Good question, if a little late!
This was a big debate in the early 1930s, when high performance tuned circuits started becoming practical (either through triple-ganged tuning or superhet) and the "short wave" (now medium wave or AM) band started getting crowded.
People discovered that tuned circuits could be "too good" selecting the carrier and the sideband components closest to it, allowing only the LF part of the audio spectrum to be reproduced.
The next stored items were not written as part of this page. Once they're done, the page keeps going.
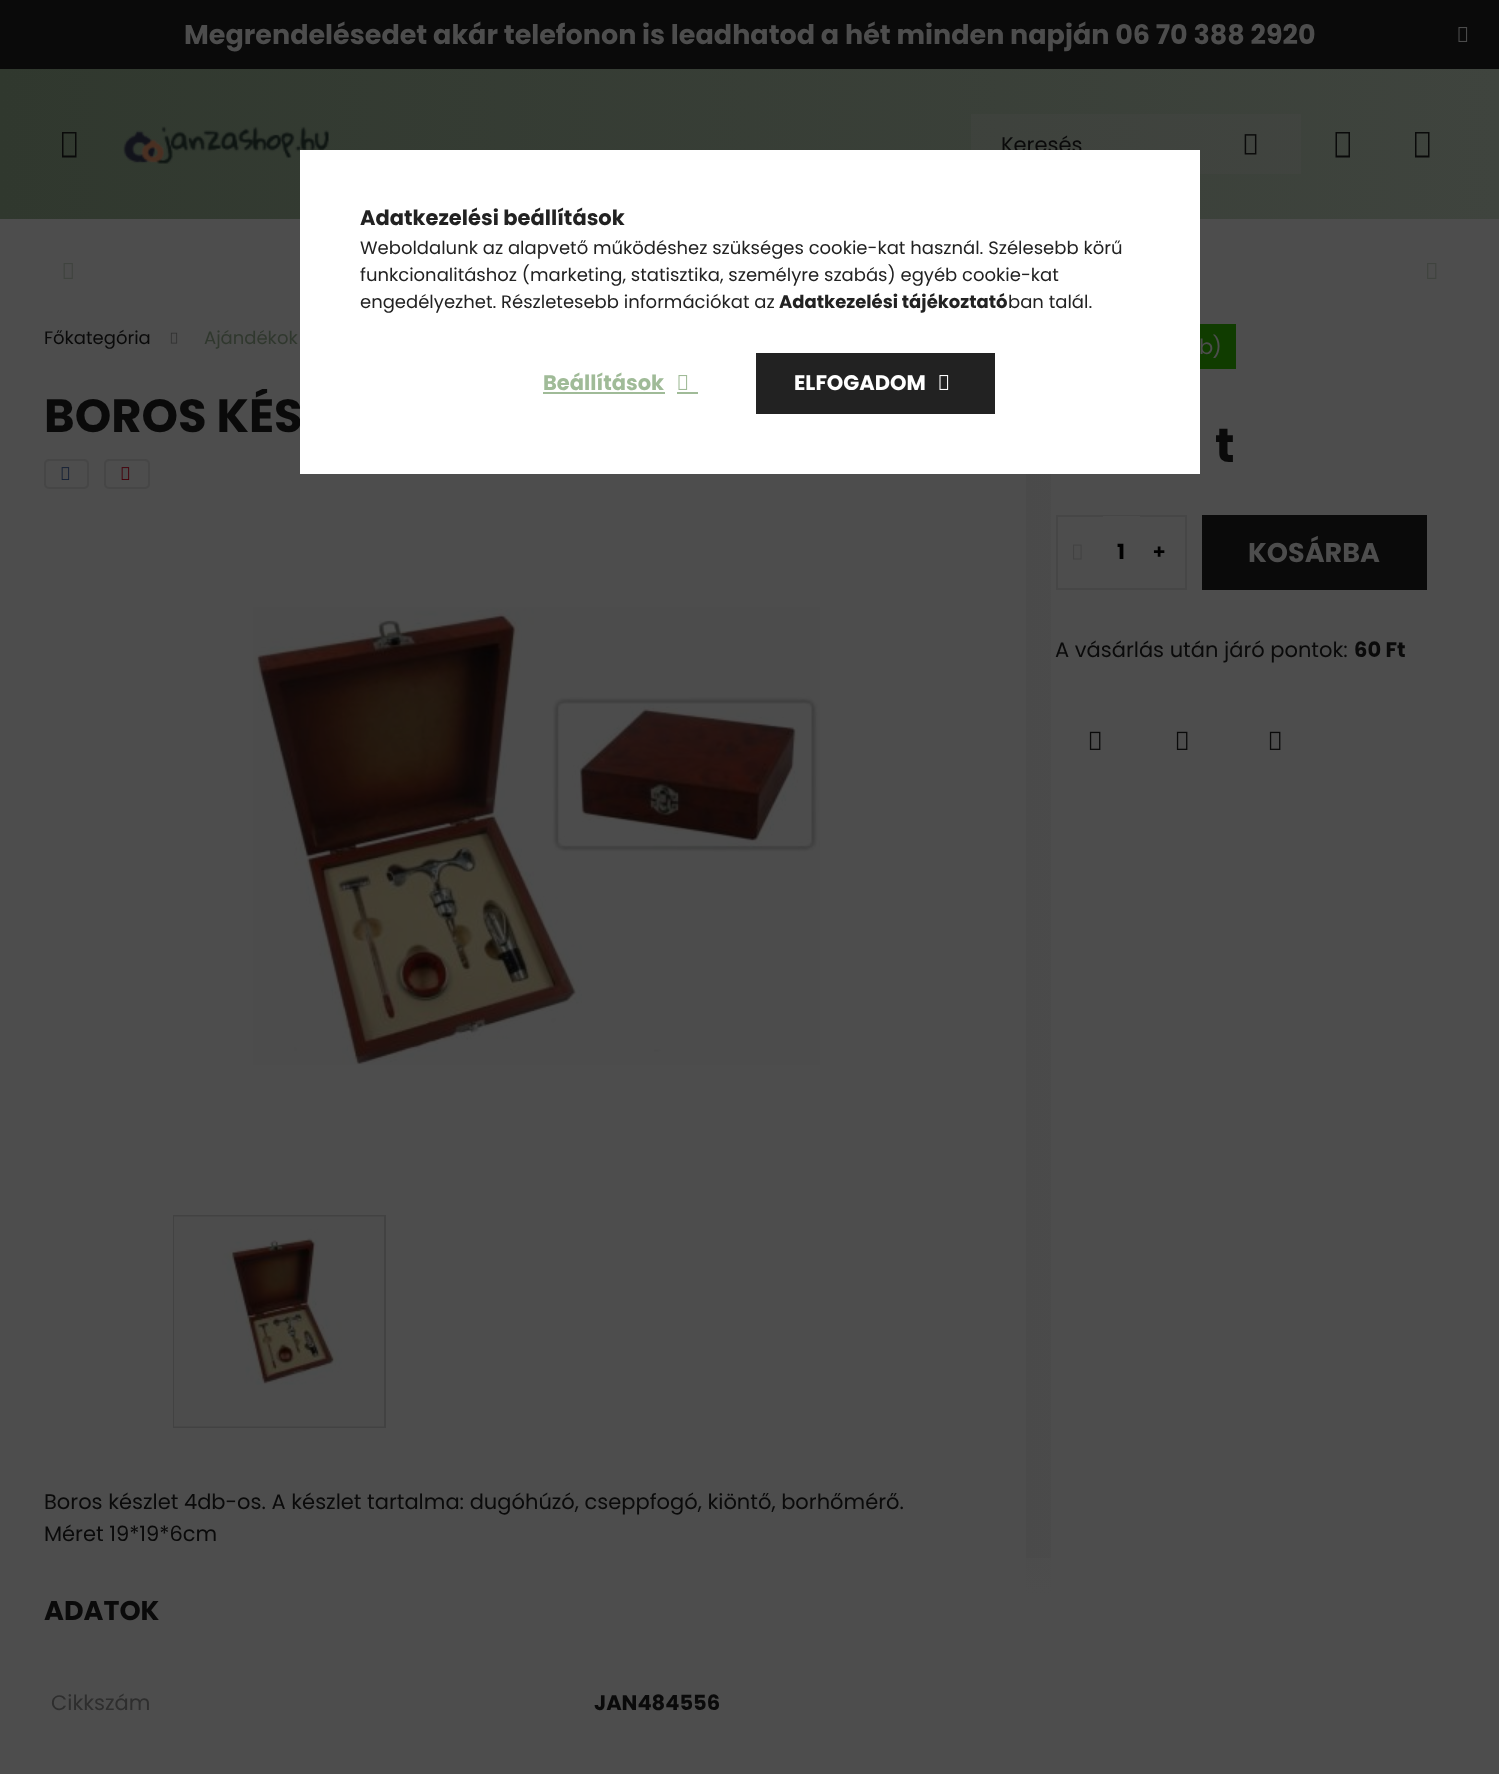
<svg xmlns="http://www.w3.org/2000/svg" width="1499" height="1774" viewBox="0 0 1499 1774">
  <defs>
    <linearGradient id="g1" gradientUnits="userSpaceOnUse" x1="0" y1="144" x2="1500" y2="144"><stop offset="0" stop-color="rgb(48,56,46)"/><stop offset="1" stop-color="rgb(63,68,62)"/></linearGradient>
    <linearGradient id="g2" gradientUnits="userSpaceOnUse" x1="0" y1="144" x2="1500" y2="144"><stop offset="0" stop-color="rgb(54,60,52)"/><stop offset="1" stop-color="rgb(66,69,65)"/></linearGradient>
    <clipPath id="clip1"><rect x="44" y="389" width="916" height="55"/></clipPath>
    <linearGradient id="g3" gradientUnits="userSpaceOnUse" x1="1026" y1="907" x2="1457" y2="907"><stop offset="0" stop-color="rgb(74,74,74)"/><stop offset="0.35" stop-color="rgb(77,77,77)"/><stop offset="1" stop-color="rgb(77,77,77)"/></linearGradient>
    <linearGradient id="g4" gradientUnits="userSpaceOnUse" x1="752" y1="552" x2="1427" y2="552"><stop offset="0" stop-color="rgb(48,56,46)"/><stop offset="0.33" stop-color="rgb(63,68,62)"/><stop offset="0.67" stop-color="rgb(10,10,10)"/><stop offset="1" stop-color="rgb(10,10,10)"/></linearGradient>
    <linearGradient id="g5" gradientUnits="userSpaceOnUse" x1="1241" y1="1595" x2="1241" y2="1475"><stop offset="0" stop-color="rgb(77,77,77)"/><stop offset="1" stop-color="rgb(77,77,77)" stop-opacity="0"/></linearGradient>
    <linearGradient id="g6" gradientUnits="userSpaceOnUse" x1="279" y1="383" x2="995" y2="383"><stop offset="0" stop-color="rgb(160,187,152)"/><stop offset="0.33" stop-color="rgb(211,225,207)"/><stop offset="0.67" stop-color="rgb(34,34,34)"/><stop offset="1" stop-color="rgb(34,34,34)"/></linearGradient>
  </defs>
  <rect width="100%" height="100%" fill="rgb(77,77,77)"/>
  <rect x="0" y="0" width="1499" height="69" fill="rgb(10,10,10)"/>
  <text x="184" y="44" font-family="Poppins" font-size="27" font-weight="bold" fill="rgb(77,77,77)">Megrendelésedet akár telefonon is leadhatod a hét minden napján 06 70 388 2920</text>
  <image x="1458" y="27" width="10" height="15" href="pic1.png"/>
  <rect x="0" y="69" width="1499" height="150" fill="url(#g1)"/>
  <rect x="971" y="114" width="330" height="60" fill="url(#g2)"/>
  <path d="M62 157.5V132H76.5V157.5ZM63.5 155.5H75V133.5H63.5Z" fill="rgb(10,10,10)"/>
  <image x="123" y="126" width="207" height="38" href="pic2.png"/>
  <text x="1001" y="152" font-family="Poppins" font-size="21" fill="rgb(10,10,10)">Keresés</text>
  <image x="1244" y="134" width="13" height="21" href="pic3.png"/>
  <path d="M1335.5 157.5V132H1350V157.5ZM1337 155.5H1348.5V133.5H1337Z" fill="rgb(10,10,10)"/>
  <path d="M1415 157.5V132H1429.5V157.5ZM1416.5 155.5H1428V133.5H1416.5Z" fill="rgb(10,10,10)"/>
  <image x="63" y="263" width="10" height="16" href="pic4.png"/>
  <image x="1427" y="263" width="10" height="16" href="pic5.png"/>
  <text x="44" y="344" font-family="Poppins" font-size="18" fill="rgb(10,10,10)">Főkategória</text>
  <image x="170" y="332" width="8" height="12" href="pic6.png"/>
  <text x="204" y="344" font-family="Poppins" font-size="18" fill="rgb(48,56,46)">Ajándékok</text>
  <g clip-path="url(#clip1)">
    <text x="44" y="432" font-family="Poppins" font-size="46.5" font-weight="bold" fill="rgb(10,10,10)">BOROS KÉS</text>
  </g>
  <rect x="45" y="460" width="43" height="28" rx="4" fill="none" stroke="rgb(70,70,70)" stroke-width="2"/>
  <image x="61" y="467" width="9" height="13" href="pic7.png"/>
  <rect x="105" y="460" width="44" height="28" rx="4" fill="none" stroke="rgb(70,70,70)" stroke-width="2"/>
  <image x="121" y="467" width="9" height="13" href="pic8.png"/>
  <image x="253" y="607" width="567" height="458" href="pic9.png"/>
  <rect x="174" y="1216" width="211" height="211" fill="none" stroke="rgb(66,66,66)" stroke-width="2"/>
  <image x="174" y="1216" width="210" height="211" href="pic10.png"/>
  <g font-family="Poppins" font-size="21" fill="rgb(10,10,10)">
    <text>
      <tspan x="44" y="1509">Boros készlet 4db-os. A készlet tartalma: dugóhúzó, cseppfogó, kiöntő, borhőmérő.</tspan>
      <tspan x="44" y="1541">Méret 19*19*6cm</tspan>
    </text>
  </g>
  <rect x="1026" y="219" width="25" height="1375" fill="url(#g3)"/>
  <rect x="1200" y="324" width="36" height="45" fill="rgb(16,60,0)"/>
  <text x="1199" y="354" font-family="Poppins" font-size="21" letter-spacing="-1" fill="rgb(77,77,77)">b)</text>
  <text x="1215" y="462" font-family="Poppins" font-size="48" font-weight="bold" letter-spacing="-2" fill="rgb(10,10,10)">t</text>
  <rect x="1057" y="516" width="129" height="73" fill="none" stroke="rgb(70,70,70)" stroke-width="2"/>
  <image x="1073" y="544" width="9" height="16" href="pic11.png"/>
  <rect x="1103" y="516" width="37" height="1" fill="rgb(77,77,77)"/>
  <text x="1117" y="559" font-family="Poppins" font-size="21" font-weight="bold" fill="rgb(0,0,0)">1</text>
  <text x="1153" y="559" font-family="Noto Sans" font-size="21" font-weight="900" fill="rgb(0,0,0)">+</text>
  <rect x="1202" y="515" width="225" height="75" fill="url(#g4)"/>
  <text x="1248" y="562" font-family="Poppins" font-size="27" font-weight="bold" fill="rgb(77,77,77)">KOSÁRBA</text>
  <text x="1055" y="657" font-family="Poppins" font-size="21" fill="rgb(10,10,10)">A vásárlás után járó pontok:</text>
  <text x="1354" y="657" font-family="Poppins" font-size="21" font-weight="bold" fill="rgb(10,10,10)">60 Ft</text>
  <image x="1089" y="731" width="12" height="19" href="pic12.png"/>
  <image x="1176" y="731" width="12" height="19" href="pic13.png"/>
  <image x="1269" y="731" width="12" height="19" href="pic13.png"/>
  <rect x="1026" y="1558" width="25" height="36" fill="url(#g5)"/>
  <text x="44" y="1620" font-family="Poppins" font-size="27" font-weight="bold" fill="rgb(10,10,10)">ADATOK</text>
  <text x="51" y="1710" font-family="Poppins" font-size="21" fill="rgb(46,46,46)">Cikkszám</text>
  <text x="594" y="1710" font-family="Poppins" font-size="21" font-weight="bold" fill="rgb(10,10,10)">JAN484556</text>
  <rect x="300" y="150" width="900" height="324" fill="rgb(255,255,255)"/>
  <text x="360" y="225" font-family="Poppins" font-size="21" font-weight="bold" fill="rgb(34,34,34)">Adatkezelési beállítások</text>
  <g font-family="Poppins" font-size="18" fill="rgb(34,34,34)">
    <text>
      <tspan x="360" y="254">Weboldalunk az alapvető működéshez szükséges cookie-kat használ. Szélesebb körű</tspan>
      <tspan x="360" y="281">funkcionalitáshoz (marketing, statisztika, személyre szabás) egyéb cookie-kat</tspan>
      <tspan x="360" y="308">engedélyezhet. Részletesebb információkat az</tspan>
    </text>
  </g>
  <text x="779" y="308" font-family="Poppins" font-size="18" font-weight="bold" fill="rgb(34,34,34)">Adatkezelési tájékoztató</text>
  <text x="1008" y="308" font-family="Poppins" font-size="18" fill="rgb(34,34,34)">ban talál.</text>
  <text x="543" y="390" font-family="Poppins" font-size="21" font-weight="bold" fill="rgb(160,187,152)">Beállítások</text>
  <rect x="543" y="392" width="122" height="2" fill="rgb(160,187,152)"/>
  <image x="678" y="375" width="10" height="15" href="pic14.png"/>
  <rect x="677" y="392" width="21" height="2" fill="rgb(160,187,152)"/>
  <rect x="756" y="353" width="239" height="61" fill="url(#g6)"/>
  <text x="794" y="390" font-family="Poppins" font-size="21" font-weight="bold" fill="rgb(255,255,255)">ELFOGADOM</text>
  <image x="939" y="375" width="10" height="15" href="pic15.png"/>
</svg>
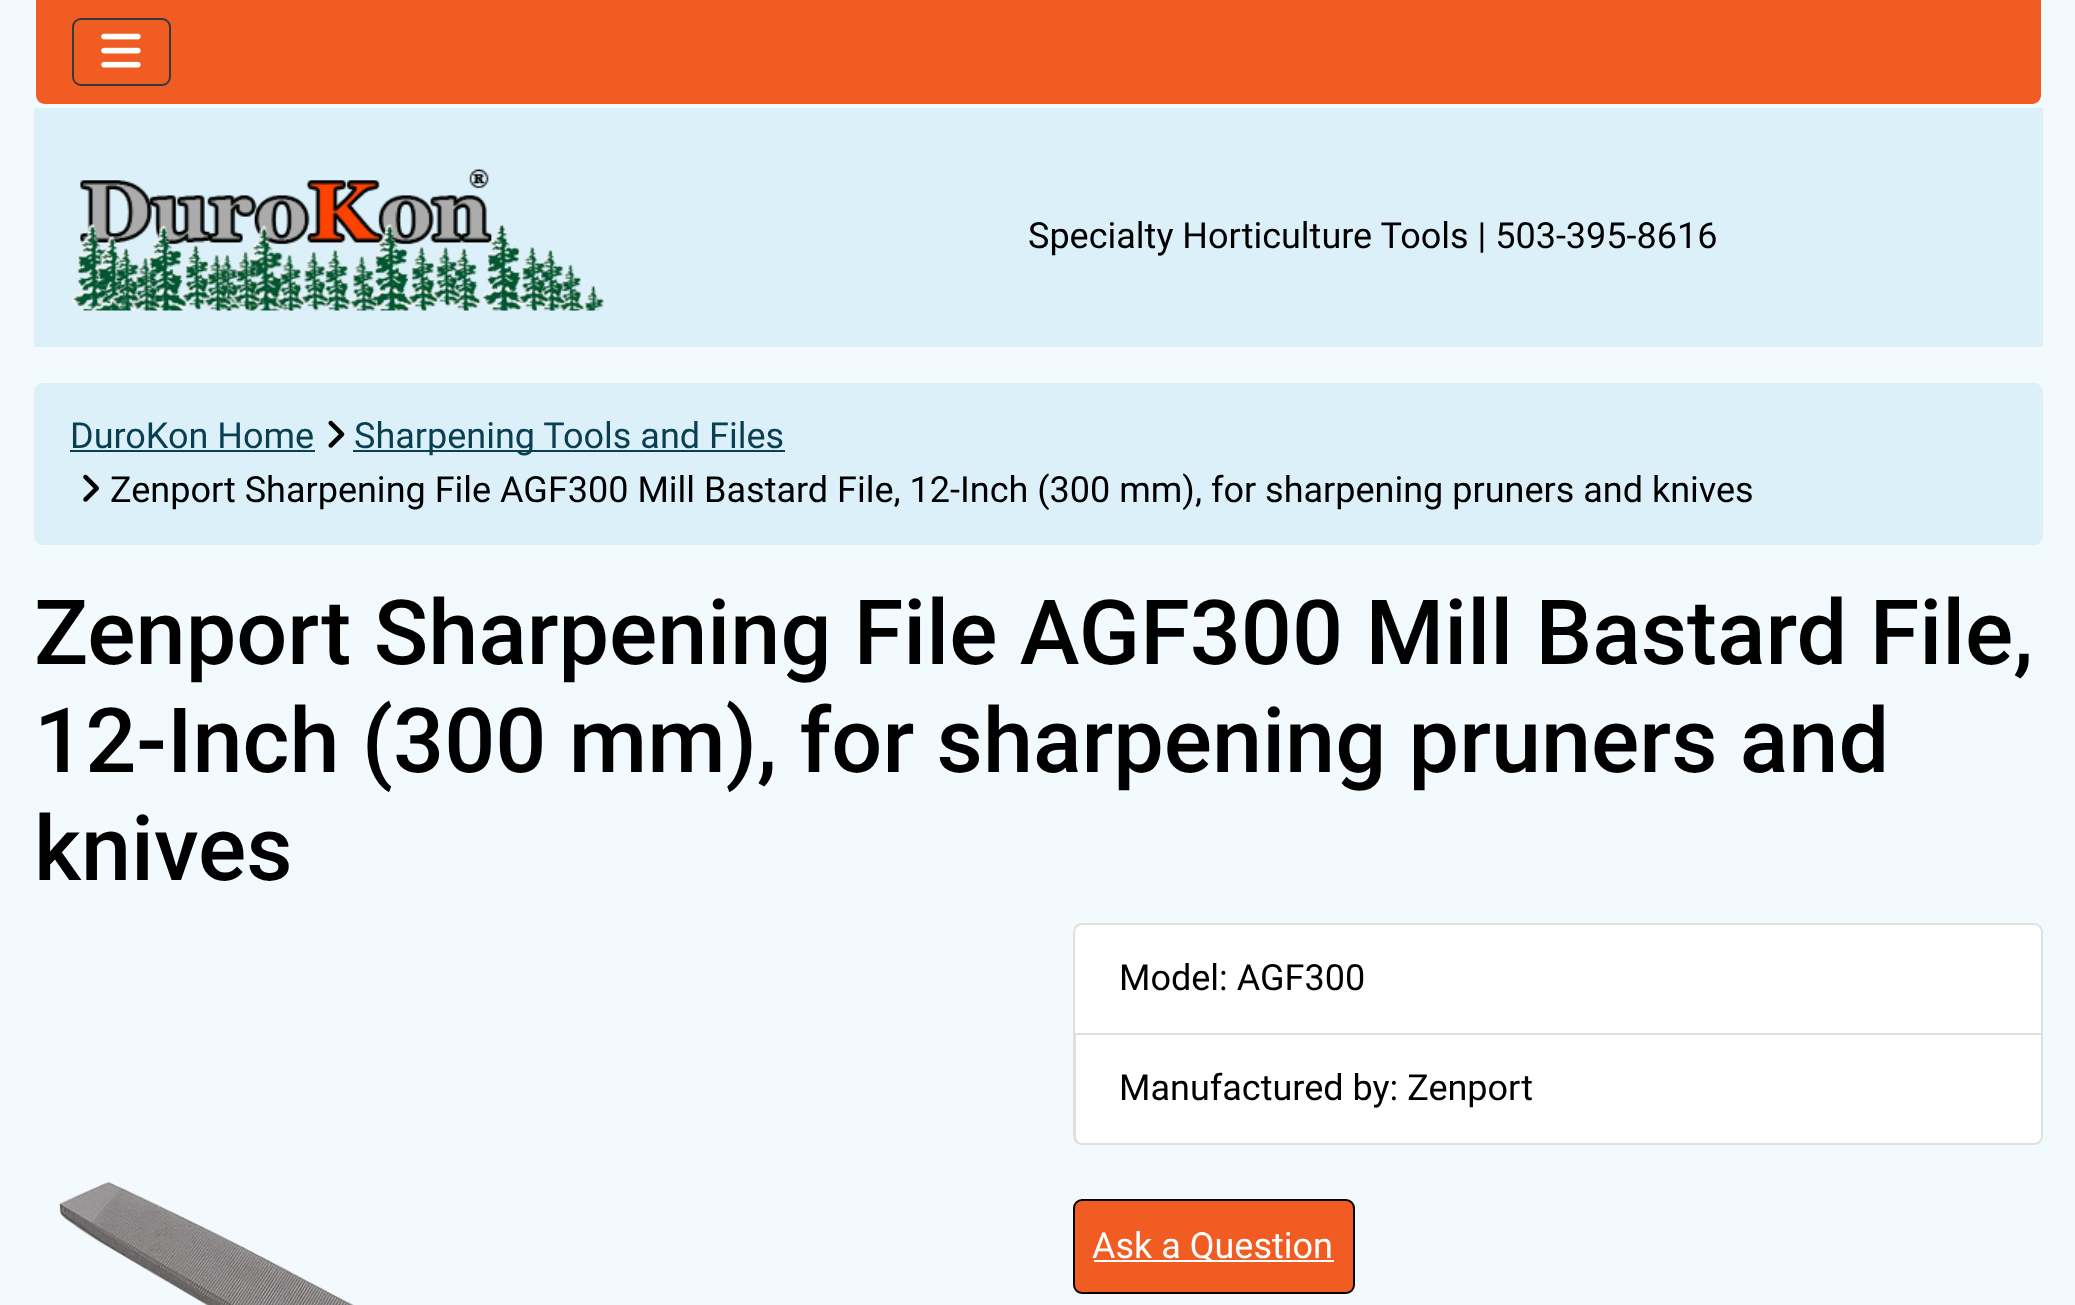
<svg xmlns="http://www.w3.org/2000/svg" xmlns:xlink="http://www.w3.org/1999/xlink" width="2075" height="1305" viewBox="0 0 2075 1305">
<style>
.cls-1{font:36px Roboto;fill:#000000}
.cls-2{font:36px Roboto;fill:#0a3f52}
.cls-3{font:500 90px Roboto;fill:#000000}
.cls-4{font:36px Roboto;fill:#ffffff}
</style>
<rect width="100%" height="100%" fill="#f3fafd"/>
<rect fill="#dbf0f9" x="34" y="108" width="2009" height="239"/>
<path fill="#f15c22" d="M36 0H2041V95C2041 100 2037 104 2032 104H45C40 104 36 100 36 95Z"/>
<rect fill="none" stroke="#343a40" stroke-width="2" x="73" y="19" width="97" height="66" rx="8"/>
<image xlink:href="image0.png" x="101" y="33" width="40" height="35"/>
<image xlink:href="image1.png" x="71" y="169" width="533" height="142"/>
<rect fill="#dbf0f9" x="34" y="383" width="2009" height="162" rx="9"/>
<rect fill="#0a3f52" x="70" y="450" width="245" height="2"/>
<image xlink:href="image2.png" x="328" y="420" width="17" height="28"/>
<rect fill="#0a3f52" x="353" y="450" width="432" height="2"/>
<image xlink:href="image3.png" x="83" y="474" width="16" height="28"/>
<image xlink:href="image4.png" x="59" y="1181" width="295" height="124"/>
<path fill="#ffffff" d="M1082 923H2034C2039 923 2043 927 2043 932V1035H1073V932C1073 927 1077 923 1082 923Z"/>
<path fill="none" stroke="#000000" stroke-opacity="0.12" stroke-width="2" d="M1082 924H2034C2038.5 924 2042 927.5 2042 932V1034H1074V932C1074 927.5 1077.5 924 1082 924Z"/>
<path fill="#ffffff" d="M1073 1035H2043V1136C2043 1141 2039 1145 2034 1145H1082C1077 1145 1073 1141 1073 1136Z"/>
<path fill="#000000" fill-opacity="0.12" fill-rule="evenodd" d="M1073 1035H2043V1136C2043 1141 2039 1145 2034 1145H1082C1077 1145 1073 1141 1073 1136ZM1076 1035H2041V1136C2041 1140 2038 1143 2034 1143H1082C1079 1143 1076 1140 1076 1136Z"/>
<rect fill="#f15c22" stroke="#000000" stroke-width="2" x="1074" y="1200" width="280" height="93" rx="8"/>
<rect fill="#ffffff" x="1094" y="1260" width="240" height="2"/>
<text class="cls-1" x="1028" y="248">Specialty Horticulture Tools | 503-395-8616</text>
<text class="cls-2" x="70" y="448">DuroKon Home</text>
<text class="cls-2" x="354" y="448">Sharpening Tools and Files</text>
<text class="cls-1" x="110" y="502">Zenport Sharpening File AGF300 Mill Bastard File, 12-Inch (300 mm), for sharpening pruners and knives</text>
<text class="cls-3"><tspan x="34" y="664">Zenport Sharpening File AGF300 Mill Bastard File,</tspan><tspan x="34" y="772">12-Inch (300 mm), for sharpening pruners and</tspan><tspan x="34" y="880">knives</tspan></text>
<text class="cls-1" x="1119" y="990">Model: AGF300</text>
<text class="cls-1" x="1119" y="1100">Manufactured by: Zenport</text>
<text class="cls-4" x="1092" y="1258">Ask a Question</text>
</svg>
The result was a bass-heavy, dull sound accused of being "drummy".
Some attempts to fix this included the "Stenode" which claimed to maintain tight tuning "so that a signal only 1 kHz away from the carrier could be eliminated" without impairing audio fidelity.
By 1934 this was debunked as a fraud; (sorry I can't find online references to that!)though some radio makers still called a treble boost circuit to flatten the response a "stenode" circuit.
By that stage (1934) "sideband theory" was widely accepted, and as it was easiest to detune a filter to set the correct filter bandwidth once and leave it there, the superhet "supersonic heterodyne" radio took over from the simpler "straight" sets.
Naturally you had to compromise between high fidelity (this was before AM transmitters were tightly regulated as to how much spectrum they could broadcast!) and rejecting interference, and no one compromise would work for all situations.
So here is a serious hi-fi AM tuner, from 1947, the Leak VS where you can adjust the bandwidth of the IF filter to get the best sound from any station you tune. I heard some lovely Asian traditional music on the 19 metre band (about 15MHz) - turned out to be Radio Hanoi!